Four foreign banks have already left Bulgaria during the past three years. Although the European banks are still prevailing on the Bulgarian banking market, their share at the end of 2013 has shrunk by 10%. Thus, the foreign possession in the Bulgarian banking sector has gone down to 70% of the whole banking market.
One of the reasons why some foreign banks have left Bulgaria is linked with the fact that they are now trying to solve their own problems. All four banks which already done so had gone through serious capital turbulence. In order to become stable, they received serious capital injections by the European Commission as well as by their own governments. Thus, the Western Europe’s banks have withdrawn their subsidiaries from Bulgaria due to weak activity. The financial and economic crisis is another reason why the banking sector is not so attractive for foreign investors. It provided opportunities for local companies to buy out the assets of huge European banks which leave the Bulgarian banking sector. The main market of our finances is Bulgaria - this is the market where adequate forecasts can be made, especially in times of crises or depression. Financial expert Dr. Emil Harsev comments for Radio Bulgaria.
What has provoked the changes in the Bulgarian banking sector?
“These changes are by no means bound up with the Bulgarian market. They are linked with the influence of the crisis over the banking groups themselves which operate on the local market as well as on other European countries”, says Emil Harsev in an interview for Radio Bulgaria. “Nearly all European states had problems regarding bad loans and losses incurred by leading banks. When a certain bank experiences problems in its main activity, then the periphery is affected the most, although sometimes this periphery is the most lucrative one. However, this is the main action strategy in times of crises-all side activities are cut and the bank focuses on its main business. The state institutions in some countries which provided financial injections to their banks asked them to leave peripheral markets. Such was the case with Germany for instance. So, we can not make any radical conclusions about the Bulgarian banking sector. The decisions of certain banks to leave the Bulgarian market were taken due to reasons which have nothing to do with Bulgaria”.

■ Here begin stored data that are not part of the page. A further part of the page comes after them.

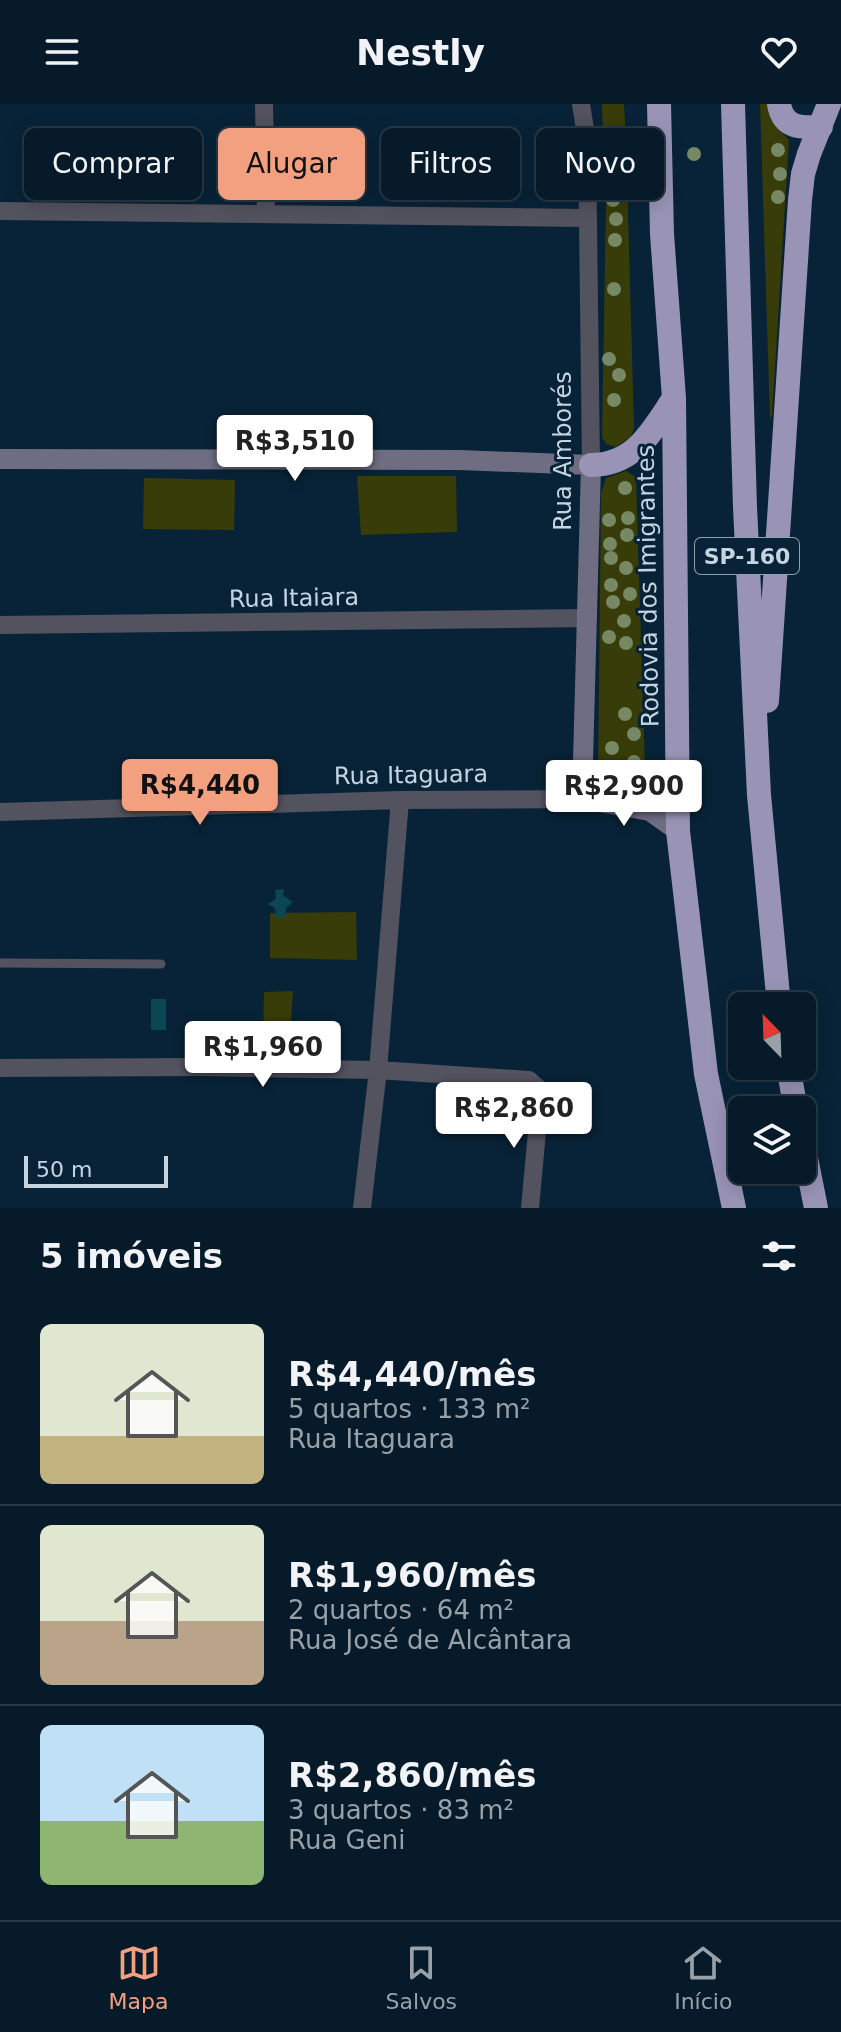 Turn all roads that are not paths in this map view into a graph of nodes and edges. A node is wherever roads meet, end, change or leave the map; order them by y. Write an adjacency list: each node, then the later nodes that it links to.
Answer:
1 (264, 104): 8 (street)
2 (581, 104): 9 (street, Rua Amborés)
3 (659, 104): 10 (highway, Rodovia dos Imigrantes / SP-160)
4 (733, 104): 16 (highway, SP-160)
5 (779, 104): 6 (highway)
6 (825, 116): 16 (highway)
7 (0, 211): 8 (street)
8 (266, 214): 9 (street)
9 (587, 218): 12 (street, Rua Amborés)
10 (674, 398): 12 (highway); 15 (highway, Rodovia dos Imigrantes / SP-160)
11 (0, 459): 12 (street)
12 (591, 465): 13 (street, Rua Amborés)
13 (588, 618): 14 (street, Rua Itaiara); 17 (street, Rua Amborés)
14 (0, 625)
15 (677, 765): 17 (street, Rua Itaguara); 20 (highway, Rodovia dos Imigrantes / SP-160)
16 (759, 795): 23 (highway, SP-160)
17 (582, 799): 18 (street, Rua Itaguara); 20 (street, Rua Itaguara)
18 (400, 800): 19 (street, Rua Itaguara); 25 (street)
19 (0, 812)
20 (678, 831): 29 (highway, Rodovia dos Imigrantes / SP-160)
21 (0, 963): 22 (lane)
22 (161, 964)
23 (778, 992)
24 (0, 1068): 25 (street)
25 (378, 1070): 27 (street); 28 (street)
26 (811, 1184): 30 (highway)
27 (362, 1208)
28 (530, 1208)
29 (734, 1208)
30 (816, 1208)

The large European banks turned from buyers into sellers. Who purchases their assets?
“The Bulgarian business will buy back all banks and enterprises which are now owned by foreign companies which can not withstand the competition at the local market”, contends Emil Harsev. “The share of the Bulgarian capital will go up in the banking sector as well as in the real economy.”
Are 30 banks too many for the small Bulgarian market?
“No, this number is not too high. It all depends on the profile of the banking system. Austria is not bigger than our country in terms of some fundamental parameters. Since there are over 300 banks in that country, 30 are not too many for Bulgaria. It all depends on the coverage, rather than on the number of the individual financial institutions operating on a certain market. There were periods for example before 2007. i.e before the time when the crisis was in its full swing, when we were seriously worried that the banking network was too developed to feed on this market only. Now certain companies are leaving this market and the branch network is shrinking. The banks which operate in Bulgaria realized that a dense coverage built before the start of the crisis is inexpedient. All banks are gradually reducing the number of their branches at present”, concludes Emil Harsev.